(Beginning of Material provided)
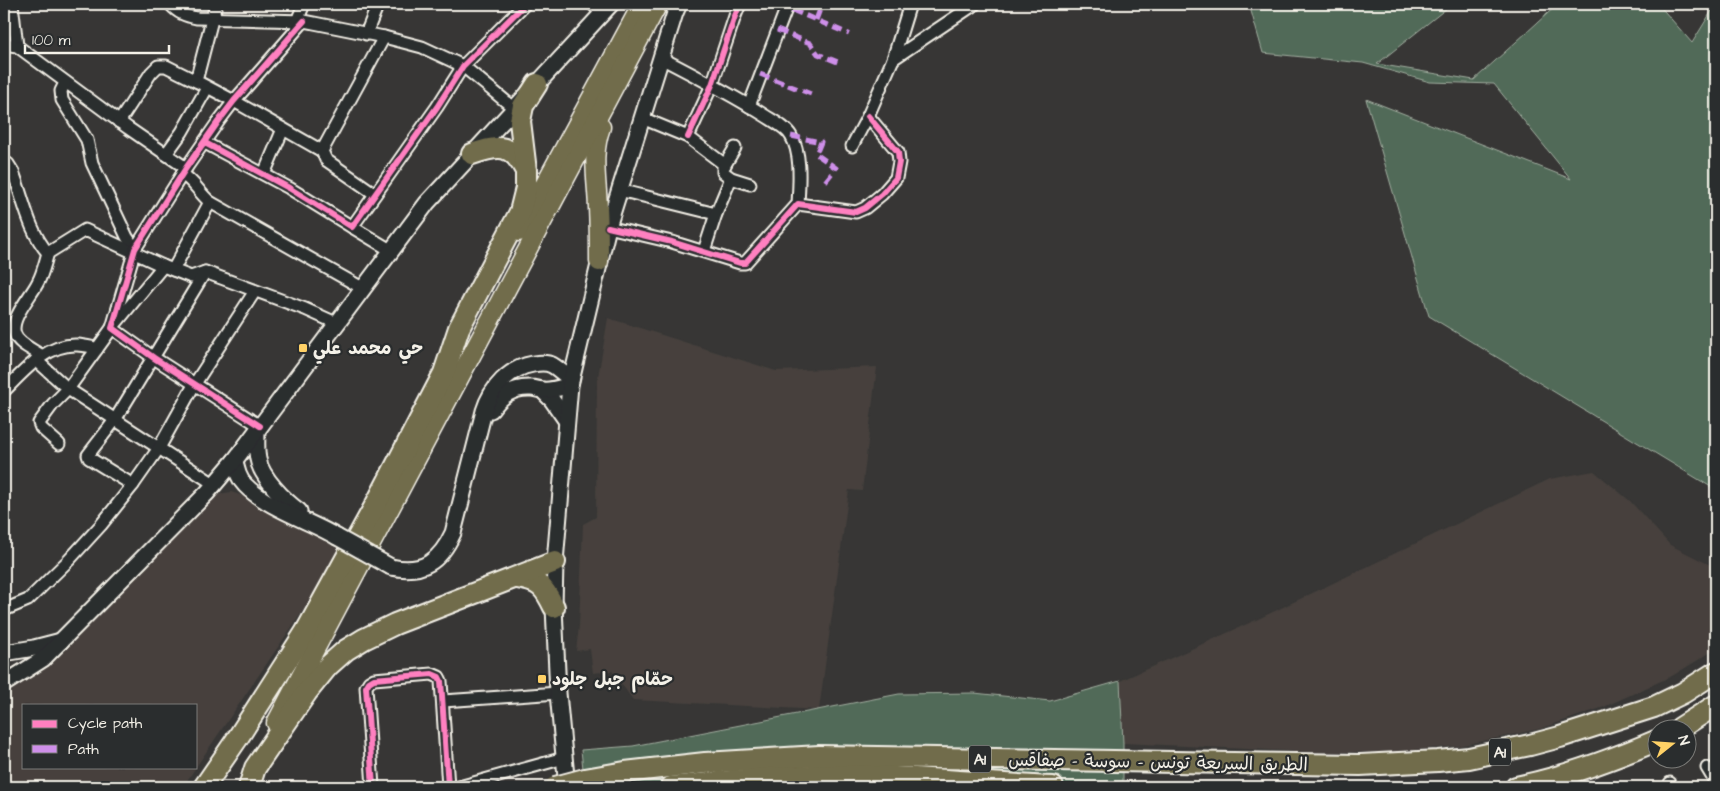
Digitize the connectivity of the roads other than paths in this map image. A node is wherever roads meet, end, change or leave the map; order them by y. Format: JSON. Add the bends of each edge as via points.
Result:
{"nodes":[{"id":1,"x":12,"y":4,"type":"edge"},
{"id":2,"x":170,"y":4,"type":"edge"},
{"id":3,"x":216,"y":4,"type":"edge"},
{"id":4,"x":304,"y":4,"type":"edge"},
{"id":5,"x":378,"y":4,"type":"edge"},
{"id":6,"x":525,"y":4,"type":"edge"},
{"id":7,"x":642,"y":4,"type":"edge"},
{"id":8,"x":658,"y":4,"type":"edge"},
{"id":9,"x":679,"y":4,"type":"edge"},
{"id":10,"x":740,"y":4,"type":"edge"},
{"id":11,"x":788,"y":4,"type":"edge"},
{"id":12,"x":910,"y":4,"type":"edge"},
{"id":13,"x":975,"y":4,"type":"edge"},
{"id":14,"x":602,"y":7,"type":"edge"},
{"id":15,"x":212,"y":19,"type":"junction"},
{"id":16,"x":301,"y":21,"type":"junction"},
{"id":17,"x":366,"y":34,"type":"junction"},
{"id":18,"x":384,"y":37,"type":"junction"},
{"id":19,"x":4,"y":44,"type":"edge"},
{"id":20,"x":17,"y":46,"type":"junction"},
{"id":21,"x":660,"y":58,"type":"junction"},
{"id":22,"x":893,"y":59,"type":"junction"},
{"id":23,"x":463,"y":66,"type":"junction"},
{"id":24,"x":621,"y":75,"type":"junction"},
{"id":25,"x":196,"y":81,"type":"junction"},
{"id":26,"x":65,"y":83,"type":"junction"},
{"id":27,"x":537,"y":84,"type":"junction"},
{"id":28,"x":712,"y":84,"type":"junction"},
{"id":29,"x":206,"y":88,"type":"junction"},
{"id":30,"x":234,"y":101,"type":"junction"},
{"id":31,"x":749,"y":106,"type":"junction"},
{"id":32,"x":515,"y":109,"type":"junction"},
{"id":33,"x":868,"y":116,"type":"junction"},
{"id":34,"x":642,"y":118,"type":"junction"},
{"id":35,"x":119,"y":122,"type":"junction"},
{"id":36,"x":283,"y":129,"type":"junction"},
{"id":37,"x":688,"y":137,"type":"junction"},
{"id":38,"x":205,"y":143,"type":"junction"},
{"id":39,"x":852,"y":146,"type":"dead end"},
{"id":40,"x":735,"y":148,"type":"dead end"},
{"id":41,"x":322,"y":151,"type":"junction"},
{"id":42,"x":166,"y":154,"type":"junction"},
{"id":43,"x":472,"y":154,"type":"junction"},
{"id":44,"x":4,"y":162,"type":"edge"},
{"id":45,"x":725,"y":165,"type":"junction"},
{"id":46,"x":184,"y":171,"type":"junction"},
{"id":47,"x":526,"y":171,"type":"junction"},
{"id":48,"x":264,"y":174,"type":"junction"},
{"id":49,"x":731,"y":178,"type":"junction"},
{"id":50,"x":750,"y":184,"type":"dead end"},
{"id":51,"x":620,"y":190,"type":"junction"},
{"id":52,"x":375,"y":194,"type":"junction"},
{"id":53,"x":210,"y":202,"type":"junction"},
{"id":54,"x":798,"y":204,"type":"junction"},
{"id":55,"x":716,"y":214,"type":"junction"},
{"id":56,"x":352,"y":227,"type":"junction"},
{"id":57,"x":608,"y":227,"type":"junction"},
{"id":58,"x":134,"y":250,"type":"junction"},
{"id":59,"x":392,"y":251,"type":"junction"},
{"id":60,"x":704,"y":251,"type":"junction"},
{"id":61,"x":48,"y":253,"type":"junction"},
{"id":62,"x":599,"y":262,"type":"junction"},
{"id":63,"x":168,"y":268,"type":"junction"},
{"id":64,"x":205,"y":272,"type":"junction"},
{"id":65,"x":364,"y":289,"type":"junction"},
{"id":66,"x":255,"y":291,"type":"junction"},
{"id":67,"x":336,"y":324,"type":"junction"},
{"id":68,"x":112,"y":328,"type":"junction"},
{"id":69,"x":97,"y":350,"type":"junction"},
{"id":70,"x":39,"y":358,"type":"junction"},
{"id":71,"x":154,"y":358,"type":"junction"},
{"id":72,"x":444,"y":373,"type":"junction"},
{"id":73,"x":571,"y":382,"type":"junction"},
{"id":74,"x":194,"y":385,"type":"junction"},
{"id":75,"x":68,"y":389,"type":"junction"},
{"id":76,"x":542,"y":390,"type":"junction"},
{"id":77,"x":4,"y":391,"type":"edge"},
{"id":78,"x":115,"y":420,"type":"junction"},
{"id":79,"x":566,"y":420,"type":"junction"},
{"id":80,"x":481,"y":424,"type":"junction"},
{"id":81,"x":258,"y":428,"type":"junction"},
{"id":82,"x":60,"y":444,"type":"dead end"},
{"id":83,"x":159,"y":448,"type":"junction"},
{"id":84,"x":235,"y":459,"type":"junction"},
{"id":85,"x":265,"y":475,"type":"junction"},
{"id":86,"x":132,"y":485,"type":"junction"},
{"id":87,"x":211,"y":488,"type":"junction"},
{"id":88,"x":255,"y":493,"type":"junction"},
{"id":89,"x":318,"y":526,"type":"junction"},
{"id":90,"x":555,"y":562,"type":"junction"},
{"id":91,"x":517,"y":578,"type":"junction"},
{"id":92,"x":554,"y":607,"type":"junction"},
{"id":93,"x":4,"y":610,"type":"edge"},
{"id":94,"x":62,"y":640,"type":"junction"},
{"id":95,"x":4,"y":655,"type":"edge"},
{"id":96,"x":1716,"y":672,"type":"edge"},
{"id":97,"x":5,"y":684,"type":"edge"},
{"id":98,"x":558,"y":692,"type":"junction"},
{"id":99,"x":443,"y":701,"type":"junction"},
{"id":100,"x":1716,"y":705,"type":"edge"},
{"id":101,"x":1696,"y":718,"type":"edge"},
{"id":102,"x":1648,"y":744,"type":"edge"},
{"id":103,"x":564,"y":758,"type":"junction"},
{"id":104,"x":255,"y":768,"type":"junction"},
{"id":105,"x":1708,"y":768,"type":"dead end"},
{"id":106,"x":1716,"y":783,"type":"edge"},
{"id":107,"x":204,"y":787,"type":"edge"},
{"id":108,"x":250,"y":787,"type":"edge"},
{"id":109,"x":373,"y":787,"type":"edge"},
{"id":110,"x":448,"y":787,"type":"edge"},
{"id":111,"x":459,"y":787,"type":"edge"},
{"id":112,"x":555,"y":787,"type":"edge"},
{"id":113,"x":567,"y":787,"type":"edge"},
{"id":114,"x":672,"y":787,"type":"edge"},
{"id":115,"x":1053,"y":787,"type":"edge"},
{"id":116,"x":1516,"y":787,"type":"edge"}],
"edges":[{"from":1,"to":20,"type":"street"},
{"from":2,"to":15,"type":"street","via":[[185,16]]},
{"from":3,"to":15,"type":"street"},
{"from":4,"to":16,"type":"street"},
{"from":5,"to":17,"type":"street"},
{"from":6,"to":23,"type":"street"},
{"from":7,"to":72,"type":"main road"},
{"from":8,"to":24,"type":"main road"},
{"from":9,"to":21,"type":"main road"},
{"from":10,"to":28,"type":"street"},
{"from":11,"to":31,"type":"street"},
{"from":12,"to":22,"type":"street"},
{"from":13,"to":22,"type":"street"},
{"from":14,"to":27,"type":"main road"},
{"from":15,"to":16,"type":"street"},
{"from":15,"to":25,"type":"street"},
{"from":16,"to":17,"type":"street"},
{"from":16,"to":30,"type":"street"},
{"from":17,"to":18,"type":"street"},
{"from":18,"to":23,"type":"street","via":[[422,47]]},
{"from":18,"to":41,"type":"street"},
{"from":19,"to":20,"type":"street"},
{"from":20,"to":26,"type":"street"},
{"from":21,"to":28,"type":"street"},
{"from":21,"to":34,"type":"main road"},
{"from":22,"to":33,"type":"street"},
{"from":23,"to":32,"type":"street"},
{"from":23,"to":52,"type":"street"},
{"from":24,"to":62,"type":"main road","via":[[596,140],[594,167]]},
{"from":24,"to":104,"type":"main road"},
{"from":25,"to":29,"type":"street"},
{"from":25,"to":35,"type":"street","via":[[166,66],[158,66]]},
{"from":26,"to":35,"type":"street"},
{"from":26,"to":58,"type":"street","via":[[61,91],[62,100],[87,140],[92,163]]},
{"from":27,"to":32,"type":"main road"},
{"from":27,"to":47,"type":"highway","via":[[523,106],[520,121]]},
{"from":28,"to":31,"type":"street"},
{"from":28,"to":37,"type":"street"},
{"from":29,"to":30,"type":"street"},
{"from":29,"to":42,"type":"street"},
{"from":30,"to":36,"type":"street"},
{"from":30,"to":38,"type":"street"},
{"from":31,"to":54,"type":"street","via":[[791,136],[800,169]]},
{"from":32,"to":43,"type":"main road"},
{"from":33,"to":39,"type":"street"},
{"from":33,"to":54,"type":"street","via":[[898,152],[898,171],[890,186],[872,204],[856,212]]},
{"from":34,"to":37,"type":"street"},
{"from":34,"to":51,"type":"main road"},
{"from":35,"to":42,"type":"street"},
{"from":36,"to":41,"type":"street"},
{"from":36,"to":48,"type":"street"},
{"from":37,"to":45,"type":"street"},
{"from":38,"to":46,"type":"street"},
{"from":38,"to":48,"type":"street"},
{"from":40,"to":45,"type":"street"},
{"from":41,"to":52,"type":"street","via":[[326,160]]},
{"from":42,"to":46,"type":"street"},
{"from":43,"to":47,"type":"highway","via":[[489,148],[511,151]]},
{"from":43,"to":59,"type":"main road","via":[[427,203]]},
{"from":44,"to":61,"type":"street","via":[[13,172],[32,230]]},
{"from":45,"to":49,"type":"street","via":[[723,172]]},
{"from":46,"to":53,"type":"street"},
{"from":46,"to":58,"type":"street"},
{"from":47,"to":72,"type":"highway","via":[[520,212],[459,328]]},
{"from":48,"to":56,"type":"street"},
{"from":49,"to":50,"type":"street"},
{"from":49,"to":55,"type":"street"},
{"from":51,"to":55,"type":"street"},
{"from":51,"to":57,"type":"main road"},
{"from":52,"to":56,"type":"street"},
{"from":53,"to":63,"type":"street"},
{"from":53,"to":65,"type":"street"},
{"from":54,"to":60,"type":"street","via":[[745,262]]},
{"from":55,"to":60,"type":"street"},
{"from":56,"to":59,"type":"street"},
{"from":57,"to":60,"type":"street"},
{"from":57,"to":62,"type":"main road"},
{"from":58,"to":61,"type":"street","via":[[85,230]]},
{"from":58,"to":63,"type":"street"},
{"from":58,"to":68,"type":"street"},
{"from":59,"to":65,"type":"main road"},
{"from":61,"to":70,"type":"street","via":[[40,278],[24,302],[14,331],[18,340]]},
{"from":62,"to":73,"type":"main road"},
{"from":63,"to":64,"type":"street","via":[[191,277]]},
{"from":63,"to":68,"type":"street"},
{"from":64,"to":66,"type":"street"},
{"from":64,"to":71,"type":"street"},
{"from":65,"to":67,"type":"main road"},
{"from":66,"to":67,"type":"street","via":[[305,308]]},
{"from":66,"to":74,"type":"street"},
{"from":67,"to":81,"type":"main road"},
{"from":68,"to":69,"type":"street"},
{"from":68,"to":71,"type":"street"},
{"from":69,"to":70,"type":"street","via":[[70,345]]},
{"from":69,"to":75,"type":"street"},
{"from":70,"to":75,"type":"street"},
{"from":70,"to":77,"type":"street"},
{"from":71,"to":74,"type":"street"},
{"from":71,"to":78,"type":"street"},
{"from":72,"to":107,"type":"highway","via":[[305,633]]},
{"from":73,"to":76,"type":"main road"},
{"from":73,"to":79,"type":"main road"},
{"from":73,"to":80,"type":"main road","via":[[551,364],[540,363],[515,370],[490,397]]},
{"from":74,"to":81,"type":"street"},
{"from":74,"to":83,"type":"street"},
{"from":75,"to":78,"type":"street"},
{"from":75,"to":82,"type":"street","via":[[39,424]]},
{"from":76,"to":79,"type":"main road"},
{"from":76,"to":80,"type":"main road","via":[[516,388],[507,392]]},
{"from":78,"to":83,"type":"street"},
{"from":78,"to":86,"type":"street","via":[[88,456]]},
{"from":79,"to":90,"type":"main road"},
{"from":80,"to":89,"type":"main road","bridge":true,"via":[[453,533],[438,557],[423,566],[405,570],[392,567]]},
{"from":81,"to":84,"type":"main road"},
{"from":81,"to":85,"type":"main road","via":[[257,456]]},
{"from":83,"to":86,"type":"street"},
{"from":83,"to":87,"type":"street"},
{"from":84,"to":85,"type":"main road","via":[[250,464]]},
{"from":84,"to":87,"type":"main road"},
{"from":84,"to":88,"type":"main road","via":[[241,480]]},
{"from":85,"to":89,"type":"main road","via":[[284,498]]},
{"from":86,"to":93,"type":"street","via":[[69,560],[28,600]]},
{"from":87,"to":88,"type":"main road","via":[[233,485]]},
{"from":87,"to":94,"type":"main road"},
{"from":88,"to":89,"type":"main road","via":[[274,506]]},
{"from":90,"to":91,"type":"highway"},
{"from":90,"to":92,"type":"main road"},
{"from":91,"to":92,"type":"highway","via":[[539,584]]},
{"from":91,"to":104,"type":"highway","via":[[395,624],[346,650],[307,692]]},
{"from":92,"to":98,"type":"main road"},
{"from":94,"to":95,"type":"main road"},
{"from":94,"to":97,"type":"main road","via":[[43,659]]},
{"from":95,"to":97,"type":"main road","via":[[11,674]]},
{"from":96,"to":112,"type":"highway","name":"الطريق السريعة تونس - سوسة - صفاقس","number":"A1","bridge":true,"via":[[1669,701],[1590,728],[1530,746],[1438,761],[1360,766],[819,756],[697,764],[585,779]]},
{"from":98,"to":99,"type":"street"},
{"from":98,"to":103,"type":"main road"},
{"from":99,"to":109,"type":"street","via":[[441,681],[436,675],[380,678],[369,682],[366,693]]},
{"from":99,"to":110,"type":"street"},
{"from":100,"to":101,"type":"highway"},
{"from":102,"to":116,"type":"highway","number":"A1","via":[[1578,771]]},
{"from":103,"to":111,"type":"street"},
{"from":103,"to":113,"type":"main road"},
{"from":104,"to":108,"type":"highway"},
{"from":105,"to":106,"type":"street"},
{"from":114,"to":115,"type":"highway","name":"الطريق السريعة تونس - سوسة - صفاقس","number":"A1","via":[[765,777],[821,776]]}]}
(End of Material provided)
» **What needs to be done**:
For this exercise, copy each line from the listing above that has the word "تونس".

» **Answer below**:
{"from":96,"to":112,"type":"highway","name":"الطريق السريعة تونس - سوسة - صفاقس","number":"A1","bridge":true,"via":[[1669,701],[1590,728],[1530,746],[1438,761],[1360,766],[819,756],[697,764],[585,779]]},
{"from":114,"to":115,"type":"highway","name":"الطريق السريعة تونس - سوسة - صفاقس","number":"A1","via":[[765,777],[821,776]]}]}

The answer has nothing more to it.